This Guinness Buckwheat Bread has an entire bottle of Guinness Stout in the dough. The stout flavors and aerates the bread and the buckwheat flour lends great flavor and color to the loaf.
Because I was very busy testing St. Patrick’s day recipes I had a six pack of Guinness in the refrigerator. I’d already used a few bottles making Guinness Chocolate Fudge Cake and Triple Guinness Bundt Cake.
Beer & bread are natural partners. They’re both, essentially, a grain base mixed with yeast which is left to ferment until CO2 bubbles are formed. The bubbles give beer their carbonation and cause bread to rise.
As for the “Buckwheat” part of this bread, well, I’d just bought a bag of buckwheat flour specifically to do some recipe testing.
By the way, buckwheat isn’t a wheat at all, it’s the seed of a plant which is related to rhubarb and sorrel. You can read all about it on Wikipedia if you’re interested.
Scroll through the step by step photos to see how to make Guinness Buckwheat Bread:
I love the deep color and flavor of this bread. The sourdough starter, Guinness and buckwheat come together for a flavorful, chewy and savory loaf. This is a really great sandwich bread and it keeps for days.
If you love this recipe as much as I do, I’d really appreciate a 5-star review.
Sourdough Guinness Bread Recipe
- 8 oz active sourdough starter (1 cup, 100% hydration)

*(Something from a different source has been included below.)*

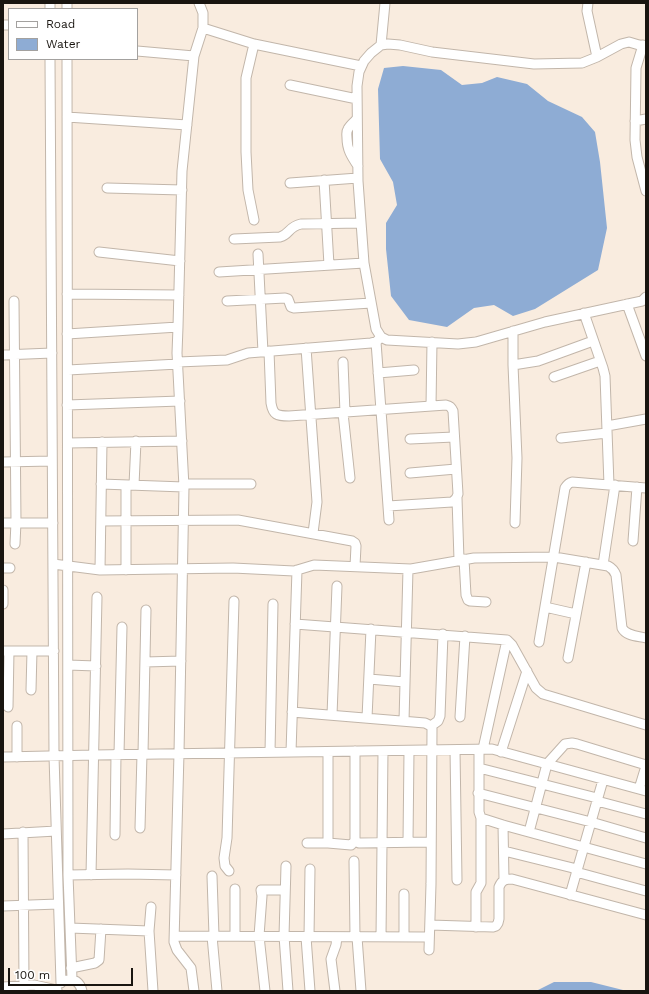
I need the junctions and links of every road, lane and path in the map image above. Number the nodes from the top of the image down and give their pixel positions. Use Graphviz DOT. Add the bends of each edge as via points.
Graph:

- 1 bottle Guinness (room temperature)
- 4 oz buckwheat flour (¾ cup)
- 1 tablespoon honey
- 17 ½ oz unbleached bread flour (3 ½ cups )
- 1 teaspoon table salt
- Combine 8 oz active sourdough starter and 1 bottle Guinness in the mixing bowl. Add 4 oz buckwheat flour and 1 tablespoon honey and mix to combine. Add 2 1/2 cups of the bread flour and mix to form a thick batter. Cover and let it rest for 20 minutes to absorb the flour and let the gluten develop.
- Switch to the dough hook and add the remaining bread flour and 1 teaspoon table salt. Knead until the dough gathers on the hook and pulls away from the sides of the bowl. Use a little more flour if the dough is still very sticky. But this is a fairly soft dough.
- Turn the dough onto a floured surface and knead into a smooth ball. Place the dough into an oiled bowl, turning once to cover the dough. Cover the bowl and set aside in a warm spot for 1 hour.
- With the dough still in the bowl, fold the top quarter of the dough over onto the middle of the dough. Continue folding the other three sides of the dough. Flip the dough over, cover the bowl and set aside for an 1.5-2 hours. Fold the four sides of the dough again. By now the dough should be lively, elastic and airy. If the dough is still sluggish give it another hour or two at room temperature.
- To bake the next day, cover the bowl and set in the refrigerator overnight. Otherwise, continue with the recipe to bake the same day. Remove the bowl from the refrigerator first thing in the morning. Turn the dough out onto a floured surface.
- Without kneading out all the air, gently fold the dough and shape into 1 large round loaf or two smaller loaves. Place the loaves on a wooden peel dusted with cornmeal or onto a parchment lined sheet pan.
- Cover with a damp kitchen towel and rise until almost doubled, about 2-3 hours.
- Preheat the oven to 400°F400 °F. If you want to bake the loaf in a Dutch oven, place that in the oven to preheat.
- Brush the loaf with water and use a sharp knife or razor to make several slashes across the top of the loaf. Top with seeds if you like. If using the Dutch oven, use the parchment to transfer the loaf to the preheated pan.
- Bake until the middle of the loaf is 200 °F or the bread sounds hollow when tapped on the bottom, about 40 minutes for a large loaf. If using the Dutch oven to bake, remove the lid after 20 minutes and bake until well-browned.